Activity:
Using the data that follows, give the number of lines in which the word "Września" occurs. Write only the number.

Stored data
• • •
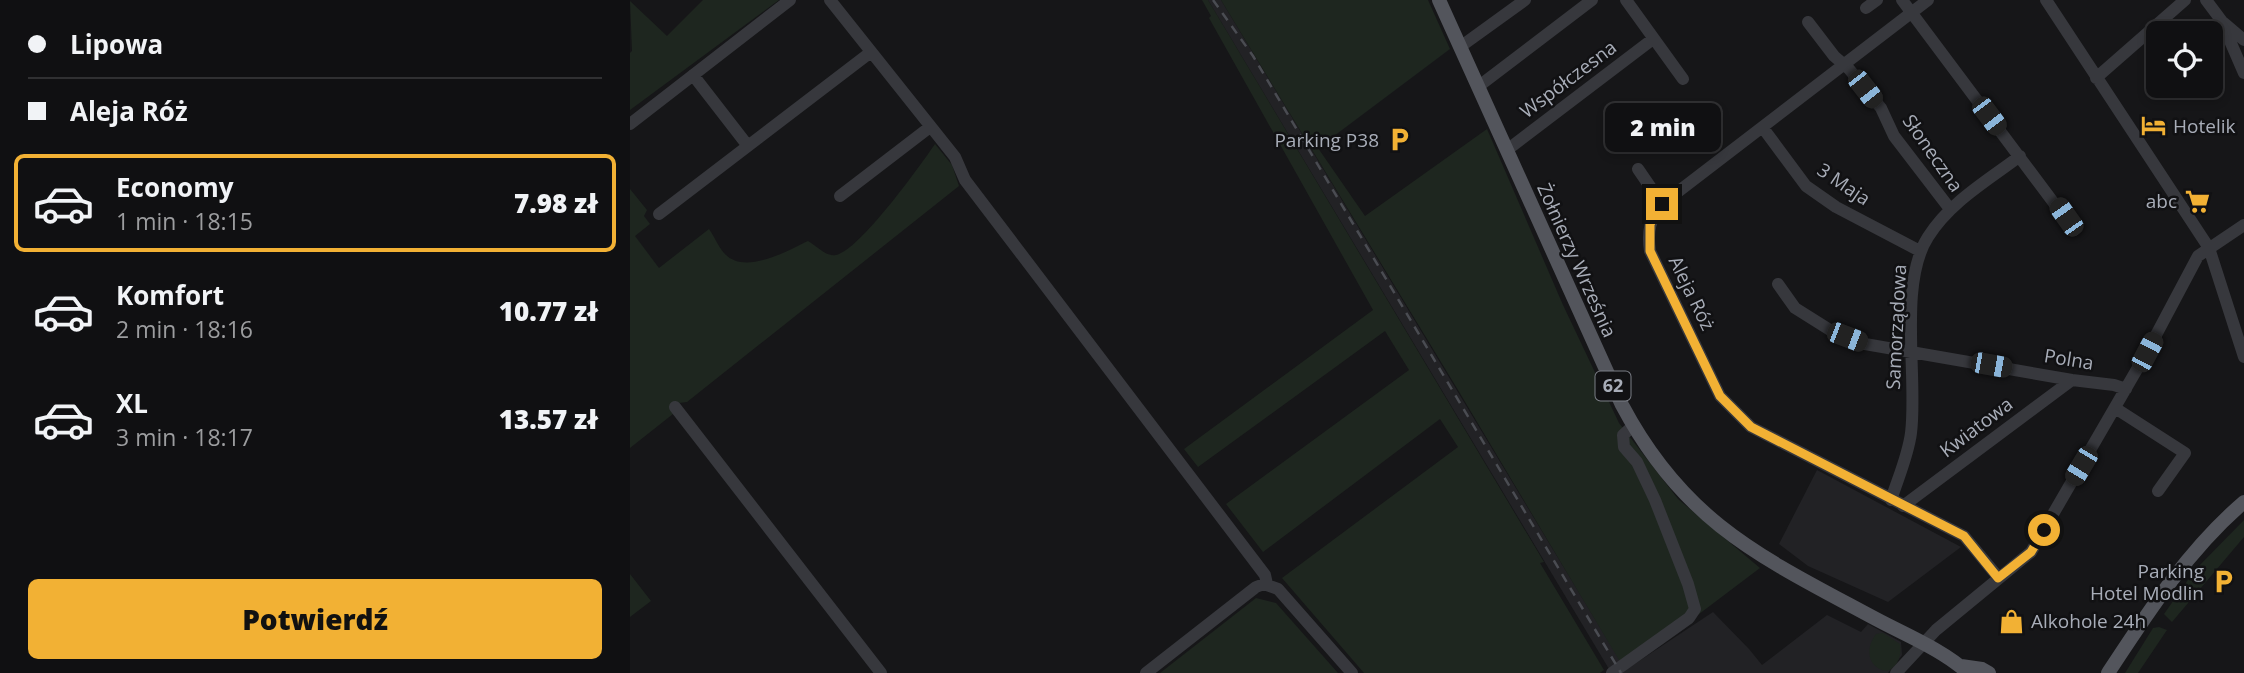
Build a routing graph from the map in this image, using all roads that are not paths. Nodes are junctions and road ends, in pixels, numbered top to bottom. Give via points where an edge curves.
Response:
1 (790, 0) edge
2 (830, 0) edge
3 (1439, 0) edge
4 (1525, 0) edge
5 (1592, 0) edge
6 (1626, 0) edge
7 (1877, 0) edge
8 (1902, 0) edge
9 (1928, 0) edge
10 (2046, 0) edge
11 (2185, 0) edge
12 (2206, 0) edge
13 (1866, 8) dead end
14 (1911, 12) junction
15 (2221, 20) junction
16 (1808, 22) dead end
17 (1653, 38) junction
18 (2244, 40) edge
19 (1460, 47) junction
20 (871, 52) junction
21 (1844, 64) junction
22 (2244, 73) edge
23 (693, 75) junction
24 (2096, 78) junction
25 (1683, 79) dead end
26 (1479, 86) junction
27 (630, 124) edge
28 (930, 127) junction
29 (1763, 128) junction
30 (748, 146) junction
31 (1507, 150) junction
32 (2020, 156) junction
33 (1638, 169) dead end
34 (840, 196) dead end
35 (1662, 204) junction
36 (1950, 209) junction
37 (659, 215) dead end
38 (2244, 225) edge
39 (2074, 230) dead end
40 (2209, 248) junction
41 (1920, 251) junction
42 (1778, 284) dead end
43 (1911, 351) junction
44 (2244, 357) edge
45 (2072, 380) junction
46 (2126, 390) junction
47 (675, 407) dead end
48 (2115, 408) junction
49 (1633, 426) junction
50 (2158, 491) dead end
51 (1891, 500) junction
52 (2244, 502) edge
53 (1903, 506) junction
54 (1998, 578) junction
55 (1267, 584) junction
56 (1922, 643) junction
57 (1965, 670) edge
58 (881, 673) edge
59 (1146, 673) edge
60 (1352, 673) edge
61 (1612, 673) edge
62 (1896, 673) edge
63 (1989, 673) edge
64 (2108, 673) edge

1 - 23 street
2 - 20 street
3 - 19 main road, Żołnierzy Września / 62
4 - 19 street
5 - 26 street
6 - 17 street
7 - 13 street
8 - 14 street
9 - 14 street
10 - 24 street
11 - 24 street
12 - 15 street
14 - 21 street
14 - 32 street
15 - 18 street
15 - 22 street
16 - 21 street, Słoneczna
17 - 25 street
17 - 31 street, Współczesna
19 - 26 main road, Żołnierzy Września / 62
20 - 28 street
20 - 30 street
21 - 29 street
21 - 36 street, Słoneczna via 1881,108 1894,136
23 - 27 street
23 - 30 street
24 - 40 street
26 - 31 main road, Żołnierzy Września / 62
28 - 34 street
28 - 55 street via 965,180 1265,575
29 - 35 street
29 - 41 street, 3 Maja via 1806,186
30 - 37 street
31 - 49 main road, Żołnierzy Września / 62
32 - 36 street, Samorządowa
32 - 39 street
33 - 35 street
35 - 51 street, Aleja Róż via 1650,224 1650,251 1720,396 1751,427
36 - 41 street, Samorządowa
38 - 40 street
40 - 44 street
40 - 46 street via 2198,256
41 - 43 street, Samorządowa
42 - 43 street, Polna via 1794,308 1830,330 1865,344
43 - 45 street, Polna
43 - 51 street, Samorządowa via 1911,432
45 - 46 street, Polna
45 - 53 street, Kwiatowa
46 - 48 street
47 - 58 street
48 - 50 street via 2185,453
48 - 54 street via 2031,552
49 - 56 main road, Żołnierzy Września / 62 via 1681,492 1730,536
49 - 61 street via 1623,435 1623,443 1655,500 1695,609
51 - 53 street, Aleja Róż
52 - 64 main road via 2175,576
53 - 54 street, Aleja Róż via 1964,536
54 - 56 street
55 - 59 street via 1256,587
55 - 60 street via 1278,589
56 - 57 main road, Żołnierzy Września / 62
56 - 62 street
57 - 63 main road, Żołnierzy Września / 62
• • •
Solved problem:
7